La sesta ed ultima sezione,” I simulacri”, mostra delle sculture e dei dipinti su tavola, alcuni dei quali risalgono al tardo medioevo, in tutta la loro pregevolezza a seguito del restauro. La scultura e la rappresentazione mariana iconica, come ad esempio nel trittico della Madonna delle Coste di Accumoli e nell’antica Madonna di Cossito, sono una presenza assai numerosa nelle zone centrali d’Italia.

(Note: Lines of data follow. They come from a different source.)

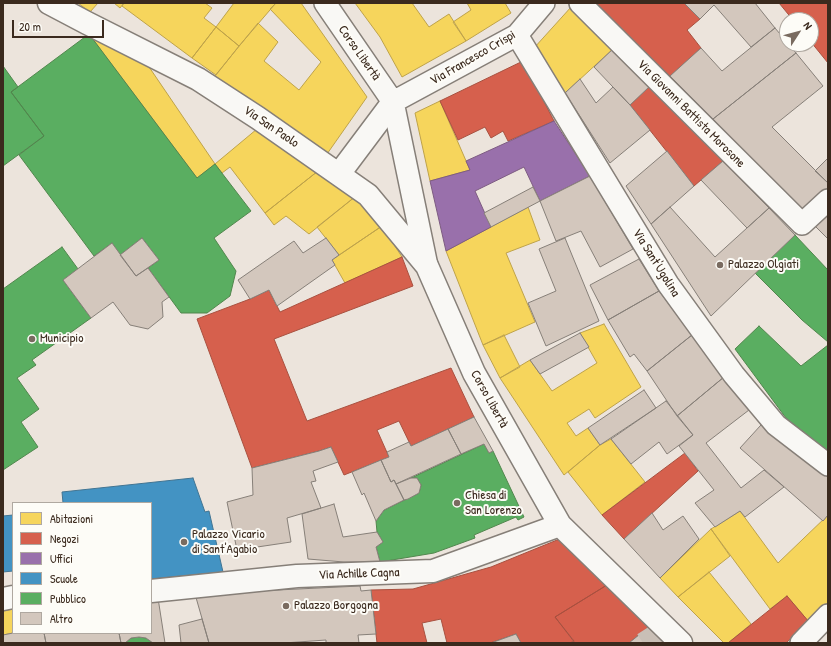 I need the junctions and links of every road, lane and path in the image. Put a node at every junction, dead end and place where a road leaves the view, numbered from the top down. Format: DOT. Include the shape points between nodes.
graph roads {
  1 [pos="50,3"];
  2 [pos="325,3"];
  3 [pos="544,3"];
  4 [pos="580,3"];
  5 [pos="517,35"];
  6 [pos="393,102"];
  7 [pos="339,174"];
  8 [pos="828,200"];
  9 [pos="427,266"];
  10 [pos="828,465"];
  11 [pos="560,525"];
  12 [pos="152,591"];
  13 [pos="828,615"];
  14 [pos="681,643"];
  15 [pos="801,643"];
  1 -- 7 [label="street, Via San Paolo" via="198,79"];
  2 -- 6 [label="street, Corso Libertà"];
  3 -- 5 [label="street, Via Francesco Crispi"];
  4 -- 8 [label="street, Via Giovanni Battista Morosone" via="802,224"];
  5 -- 6 [label="street, Via Francesco Crispi"];
  5 -- 10 [label="street, Via Sant'Ugolina" via="668,284 734,375 776,425"];
  6 -- 7 [label="street"];
  6 -- 9 [label="street, Corso Libertà"];
  7 -- 9 [label="street, Via San Paolo" via="368,195"];
  9 -- 11 [label="street, Corso Libertà" via="474,373"];
  11 -- 12 [label="street, Via Achille Cagna" via="433,571 297,576"];
  11 -- 14 [label="street, Corso Libertà" via="660,629"];
  13 -- 15 [label="street"];
} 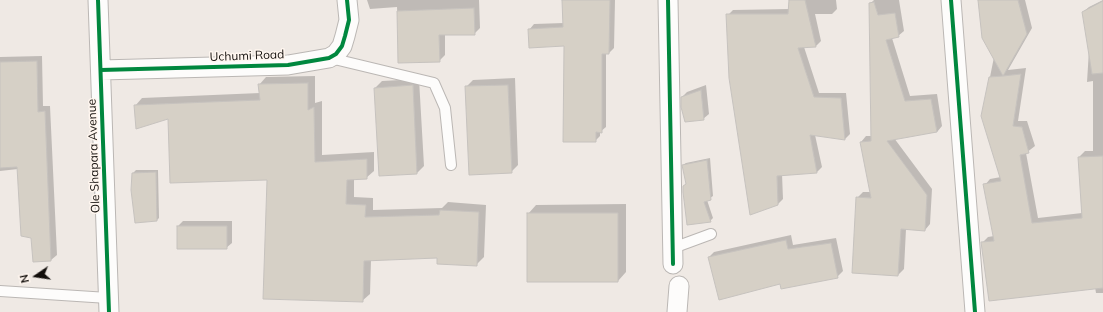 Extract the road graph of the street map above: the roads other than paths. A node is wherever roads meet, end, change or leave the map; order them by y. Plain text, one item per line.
1 (98, 0) edge
2 (347, 0) edge
3 (668, 0) edge
4 (951, 0) edge
5 (329, 58) junction
6 (101, 70) junction
7 (451, 165) dead end
8 (711, 234) dead end
9 (673, 256) joint
10 (679, 286) dead end
11 (0, 291) edge
12 (109, 305) edge
13 (677, 312) edge
14 (975, 312) edge

1 - 6 street, Ole Shapara Avenue
2 - 5 street
3 - 9 street
4 - 14 street
5 - 6 street, Uchumi Road
5 - 7 lane
6 - 12 street, Ole Shapara Avenue
8 - 9 lane
10 - 13 street
11 - 12 lane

La tavola che proviene dal santuario della Madonna delle Coste, rientra nella tipologia della Madonna Regina Lactans, tema molto rappresentato nelle opere abruzzesi. L’icona, di origine eremitica, raffigura una Madonna del Latte nella statica posizione delle icone tardo medievali, ma con numerosi rifacimenti di epoche posteriori. Lo storico dell’arte Federico Zeri segnalò che soltanto la porzione del volto fosse originale e attribuì quest’ultima ad un maestro abruzzese della fine del XIII secolo. Impressionante è la somiglianza stilistica e figurativa tra la tavola di Accumoli e quelle esposte a L’Aquila, in particolar modo la si può notare mettendo in relazione l’opera con la “Madonna in Pantanis”, proveniente dalla non lontana zona di Montereale.

(Ne abbiamo parlato in alcuni articoli dedicati: La Virgo Lactans in Abruzzo, tra arte e leggende. La Madonna in Pantanis, La Virgo Lactans in Abruzzo, tra arte e leggende. La Madonna di Ambro, La Virgo Lactans in Abruzzo, tra arte e leggende. La Madonna del Latte di Gentile da Rocca)

La mostra è visitabile gratuitamente dal martedì al sabato dalle ore 17 alle 20 presso palazzo Dosi Delfini, Piazza V. Emanuele II, a Rieti.